As far as measuring time goes, we Earthlings would probably use whatever unit of time makes most sense and convert it for anyone interested. If we lived in a different star system not on a rogue planet, then we would likely use that planet's solar revolution cycle as a year. Proxima Centauri star system years might be years faster or slower than Earth years. If there were no star to use as a measurement of time, then we might use moon months or so many moon months to make a year. In this case the moon might be whatever satellite might be in orbit around the rogue planet. If we traveled to a rogue planet with constant darkness, then we humans might just bring our own clocks and stay with Earth time based clocks as a time measurement system.

How do you know there isn't a life form that doesn't require heat? You only understand life on this planet. Life elsewhere could have evolved in any environment. They could be made of completely different materials, and work completely different to what we know and understand. Anything is possible.

posted on May, 6 2012 @ 11:19 PM

Anything may be possible but in my experience of what I have seen, life is based on molecular activity and if that activity is extremely small, the chances for life should be extremely small as well. I believe the vast majority of life will need some amount of heat to evolve or even to develop. I'm not saying heat sources are not present.
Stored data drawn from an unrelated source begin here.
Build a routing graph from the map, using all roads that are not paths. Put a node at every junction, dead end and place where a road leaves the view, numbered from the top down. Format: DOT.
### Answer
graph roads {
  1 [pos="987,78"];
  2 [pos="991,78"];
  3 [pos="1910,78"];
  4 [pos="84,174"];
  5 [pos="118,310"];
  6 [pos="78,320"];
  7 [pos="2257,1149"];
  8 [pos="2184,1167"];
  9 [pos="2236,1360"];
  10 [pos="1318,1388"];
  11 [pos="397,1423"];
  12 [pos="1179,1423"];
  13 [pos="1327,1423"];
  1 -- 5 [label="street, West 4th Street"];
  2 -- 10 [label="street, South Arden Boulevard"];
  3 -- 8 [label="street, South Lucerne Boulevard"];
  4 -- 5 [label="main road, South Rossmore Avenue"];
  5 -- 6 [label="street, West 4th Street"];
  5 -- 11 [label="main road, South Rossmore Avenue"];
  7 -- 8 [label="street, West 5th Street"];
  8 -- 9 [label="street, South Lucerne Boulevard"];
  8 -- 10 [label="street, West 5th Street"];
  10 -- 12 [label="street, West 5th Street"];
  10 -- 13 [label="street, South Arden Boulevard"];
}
I'm just saying I believe the chances of life developing on a planet with no heat sources near absolute zero are slim to none.

edit on 6/5/12 by orionthehunter because: (no reason given)

posted on May, 6 2012 @ 11:19 PM
Home time experiment.

If time didn't exist.....your finger will smell like ar\$e at #1.

If time does exist.....you've just wasted 30 seconds reading this and you can not get that time back.